- _Data for this exercise_

________________

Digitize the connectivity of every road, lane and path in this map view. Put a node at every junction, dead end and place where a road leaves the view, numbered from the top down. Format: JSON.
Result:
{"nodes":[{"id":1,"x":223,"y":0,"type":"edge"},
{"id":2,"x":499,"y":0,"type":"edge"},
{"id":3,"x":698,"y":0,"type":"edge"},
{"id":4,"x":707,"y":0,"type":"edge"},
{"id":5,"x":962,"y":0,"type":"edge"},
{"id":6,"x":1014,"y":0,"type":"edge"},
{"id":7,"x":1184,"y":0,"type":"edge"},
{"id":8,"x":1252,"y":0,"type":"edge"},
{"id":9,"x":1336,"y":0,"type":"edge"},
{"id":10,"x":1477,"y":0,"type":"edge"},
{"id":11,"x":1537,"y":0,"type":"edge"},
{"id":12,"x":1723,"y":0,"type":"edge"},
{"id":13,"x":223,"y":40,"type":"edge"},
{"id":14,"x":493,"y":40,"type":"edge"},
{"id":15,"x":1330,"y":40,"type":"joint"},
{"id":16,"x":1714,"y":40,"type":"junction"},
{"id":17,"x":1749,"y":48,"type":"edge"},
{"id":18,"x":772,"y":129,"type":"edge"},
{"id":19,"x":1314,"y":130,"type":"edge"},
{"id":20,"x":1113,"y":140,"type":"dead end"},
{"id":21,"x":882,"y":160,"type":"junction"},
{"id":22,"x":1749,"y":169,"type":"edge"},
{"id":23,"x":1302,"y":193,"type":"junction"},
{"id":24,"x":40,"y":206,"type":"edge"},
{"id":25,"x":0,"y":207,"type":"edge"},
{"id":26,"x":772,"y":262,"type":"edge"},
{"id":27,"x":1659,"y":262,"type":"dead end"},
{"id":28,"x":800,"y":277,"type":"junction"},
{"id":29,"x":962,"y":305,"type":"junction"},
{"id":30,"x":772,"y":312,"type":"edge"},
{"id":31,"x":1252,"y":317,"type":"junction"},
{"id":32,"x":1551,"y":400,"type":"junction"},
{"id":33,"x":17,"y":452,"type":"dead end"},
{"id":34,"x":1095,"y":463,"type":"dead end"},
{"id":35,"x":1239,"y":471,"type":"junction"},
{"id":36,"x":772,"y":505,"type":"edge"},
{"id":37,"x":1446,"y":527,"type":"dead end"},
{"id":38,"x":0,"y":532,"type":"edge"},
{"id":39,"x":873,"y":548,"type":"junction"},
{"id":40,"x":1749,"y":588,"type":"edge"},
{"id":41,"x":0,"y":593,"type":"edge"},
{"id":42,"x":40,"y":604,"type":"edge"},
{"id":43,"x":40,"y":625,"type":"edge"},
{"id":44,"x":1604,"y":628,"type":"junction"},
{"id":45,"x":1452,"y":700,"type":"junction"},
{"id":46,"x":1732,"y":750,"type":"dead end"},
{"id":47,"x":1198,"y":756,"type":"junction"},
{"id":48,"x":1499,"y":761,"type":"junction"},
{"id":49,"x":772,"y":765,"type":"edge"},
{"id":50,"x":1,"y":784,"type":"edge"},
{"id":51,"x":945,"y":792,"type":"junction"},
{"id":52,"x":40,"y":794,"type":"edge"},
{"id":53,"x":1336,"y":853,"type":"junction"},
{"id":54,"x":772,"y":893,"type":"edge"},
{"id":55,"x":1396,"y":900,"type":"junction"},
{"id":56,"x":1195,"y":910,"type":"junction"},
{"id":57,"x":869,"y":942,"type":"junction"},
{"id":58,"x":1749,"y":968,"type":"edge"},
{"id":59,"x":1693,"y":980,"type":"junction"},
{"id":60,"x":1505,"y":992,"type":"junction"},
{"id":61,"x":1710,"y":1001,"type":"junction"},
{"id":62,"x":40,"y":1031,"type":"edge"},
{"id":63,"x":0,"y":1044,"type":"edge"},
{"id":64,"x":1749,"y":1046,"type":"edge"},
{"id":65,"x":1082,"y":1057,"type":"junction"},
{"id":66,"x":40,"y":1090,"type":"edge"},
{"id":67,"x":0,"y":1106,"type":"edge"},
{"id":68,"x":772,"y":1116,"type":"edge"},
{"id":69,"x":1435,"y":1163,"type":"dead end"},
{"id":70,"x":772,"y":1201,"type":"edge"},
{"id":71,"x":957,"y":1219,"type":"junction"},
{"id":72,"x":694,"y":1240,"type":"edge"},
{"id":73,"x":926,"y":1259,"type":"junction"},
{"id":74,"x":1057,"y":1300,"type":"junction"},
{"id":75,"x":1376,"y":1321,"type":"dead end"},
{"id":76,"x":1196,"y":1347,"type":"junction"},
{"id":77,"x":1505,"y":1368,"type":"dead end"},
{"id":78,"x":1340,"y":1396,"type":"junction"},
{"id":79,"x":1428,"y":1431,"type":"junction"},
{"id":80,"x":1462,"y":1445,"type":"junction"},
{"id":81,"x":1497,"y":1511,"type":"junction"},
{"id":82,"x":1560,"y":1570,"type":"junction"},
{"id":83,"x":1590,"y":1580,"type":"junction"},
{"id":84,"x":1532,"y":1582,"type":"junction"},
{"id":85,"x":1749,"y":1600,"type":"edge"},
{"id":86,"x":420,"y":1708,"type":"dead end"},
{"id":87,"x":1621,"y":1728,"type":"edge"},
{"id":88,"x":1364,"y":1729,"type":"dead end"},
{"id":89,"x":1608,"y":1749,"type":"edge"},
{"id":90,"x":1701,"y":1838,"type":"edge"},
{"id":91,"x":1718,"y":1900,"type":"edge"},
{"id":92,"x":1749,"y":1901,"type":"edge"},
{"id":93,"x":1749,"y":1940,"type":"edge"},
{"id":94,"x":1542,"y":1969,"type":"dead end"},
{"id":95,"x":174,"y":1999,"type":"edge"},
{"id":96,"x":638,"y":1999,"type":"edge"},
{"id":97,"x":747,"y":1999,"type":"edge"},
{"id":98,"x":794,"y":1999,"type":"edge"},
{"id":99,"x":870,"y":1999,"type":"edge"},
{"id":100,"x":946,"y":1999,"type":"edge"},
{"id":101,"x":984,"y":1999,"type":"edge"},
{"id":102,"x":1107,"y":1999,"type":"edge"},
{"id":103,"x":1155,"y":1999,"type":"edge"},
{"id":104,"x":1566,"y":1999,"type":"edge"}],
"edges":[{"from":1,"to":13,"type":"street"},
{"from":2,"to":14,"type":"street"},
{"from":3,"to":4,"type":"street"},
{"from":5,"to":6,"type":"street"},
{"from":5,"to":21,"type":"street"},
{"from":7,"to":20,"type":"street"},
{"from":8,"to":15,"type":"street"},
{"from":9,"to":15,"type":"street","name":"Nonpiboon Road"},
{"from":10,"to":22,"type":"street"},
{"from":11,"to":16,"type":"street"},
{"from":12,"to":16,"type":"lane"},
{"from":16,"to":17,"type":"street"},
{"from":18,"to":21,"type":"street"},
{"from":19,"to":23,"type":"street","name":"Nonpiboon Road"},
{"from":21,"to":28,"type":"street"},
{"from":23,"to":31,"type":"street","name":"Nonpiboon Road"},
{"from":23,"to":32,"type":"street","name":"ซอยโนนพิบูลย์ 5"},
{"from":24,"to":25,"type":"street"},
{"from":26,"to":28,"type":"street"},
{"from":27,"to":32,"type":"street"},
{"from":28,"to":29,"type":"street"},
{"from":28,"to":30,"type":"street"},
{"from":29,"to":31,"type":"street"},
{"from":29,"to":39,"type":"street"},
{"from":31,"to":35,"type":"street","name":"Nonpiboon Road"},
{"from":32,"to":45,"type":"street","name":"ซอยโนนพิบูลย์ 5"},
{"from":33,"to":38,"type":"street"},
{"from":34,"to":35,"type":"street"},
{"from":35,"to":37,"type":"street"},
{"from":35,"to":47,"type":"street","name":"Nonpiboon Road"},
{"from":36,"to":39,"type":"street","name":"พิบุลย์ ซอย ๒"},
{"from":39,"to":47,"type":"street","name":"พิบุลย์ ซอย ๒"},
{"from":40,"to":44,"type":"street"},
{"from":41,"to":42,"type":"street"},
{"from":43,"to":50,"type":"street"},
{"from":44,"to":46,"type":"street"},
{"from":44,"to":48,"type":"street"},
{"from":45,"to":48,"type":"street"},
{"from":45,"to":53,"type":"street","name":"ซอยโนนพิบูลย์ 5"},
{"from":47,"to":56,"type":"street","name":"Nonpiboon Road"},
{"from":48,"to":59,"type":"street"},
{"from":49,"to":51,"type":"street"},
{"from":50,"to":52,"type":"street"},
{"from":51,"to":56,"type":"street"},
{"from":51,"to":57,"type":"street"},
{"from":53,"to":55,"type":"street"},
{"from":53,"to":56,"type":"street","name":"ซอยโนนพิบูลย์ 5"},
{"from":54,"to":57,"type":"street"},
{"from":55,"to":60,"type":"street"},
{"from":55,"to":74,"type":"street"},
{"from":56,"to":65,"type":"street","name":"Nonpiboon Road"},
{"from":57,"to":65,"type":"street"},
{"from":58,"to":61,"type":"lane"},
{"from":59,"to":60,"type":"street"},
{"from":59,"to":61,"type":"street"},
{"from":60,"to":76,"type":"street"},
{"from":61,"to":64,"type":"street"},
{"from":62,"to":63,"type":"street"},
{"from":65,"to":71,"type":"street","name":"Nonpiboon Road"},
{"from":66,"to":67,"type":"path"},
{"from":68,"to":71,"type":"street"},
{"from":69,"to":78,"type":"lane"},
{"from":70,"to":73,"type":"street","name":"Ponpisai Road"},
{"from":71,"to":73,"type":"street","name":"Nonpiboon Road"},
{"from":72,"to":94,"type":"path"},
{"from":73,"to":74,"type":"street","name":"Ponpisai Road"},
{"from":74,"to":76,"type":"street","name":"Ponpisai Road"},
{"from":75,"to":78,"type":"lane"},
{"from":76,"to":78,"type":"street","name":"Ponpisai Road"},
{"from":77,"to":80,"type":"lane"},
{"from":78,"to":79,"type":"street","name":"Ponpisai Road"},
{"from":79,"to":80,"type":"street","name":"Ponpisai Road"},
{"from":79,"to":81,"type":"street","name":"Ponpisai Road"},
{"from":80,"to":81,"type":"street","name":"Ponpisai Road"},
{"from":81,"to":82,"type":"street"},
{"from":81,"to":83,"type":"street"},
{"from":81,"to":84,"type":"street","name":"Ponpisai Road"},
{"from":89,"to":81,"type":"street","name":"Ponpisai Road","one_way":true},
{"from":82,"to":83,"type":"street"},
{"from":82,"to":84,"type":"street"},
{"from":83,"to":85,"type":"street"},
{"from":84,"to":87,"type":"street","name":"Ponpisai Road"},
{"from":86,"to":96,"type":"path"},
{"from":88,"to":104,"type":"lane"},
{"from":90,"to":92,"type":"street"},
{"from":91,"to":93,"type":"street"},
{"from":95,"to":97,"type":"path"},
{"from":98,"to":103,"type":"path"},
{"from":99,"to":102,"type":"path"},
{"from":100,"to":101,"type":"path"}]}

________________

- _Task to carry out_
In the entries above, identify each line that includes the string "ซอยโนนพ", then copy it.

- _Solution_
{"from":23,"to":32,"type":"street","name":"ซอยโนนพิบูลย์ 5"},
{"from":32,"to":45,"type":"street","name":"ซอยโนนพิบูลย์ 5"},
{"from":45,"to":53,"type":"street","name":"ซอยโนนพิบูลย์ 5"},
{"from":53,"to":56,"type":"street","name":"ซอยโนนพิบูลย์ 5"},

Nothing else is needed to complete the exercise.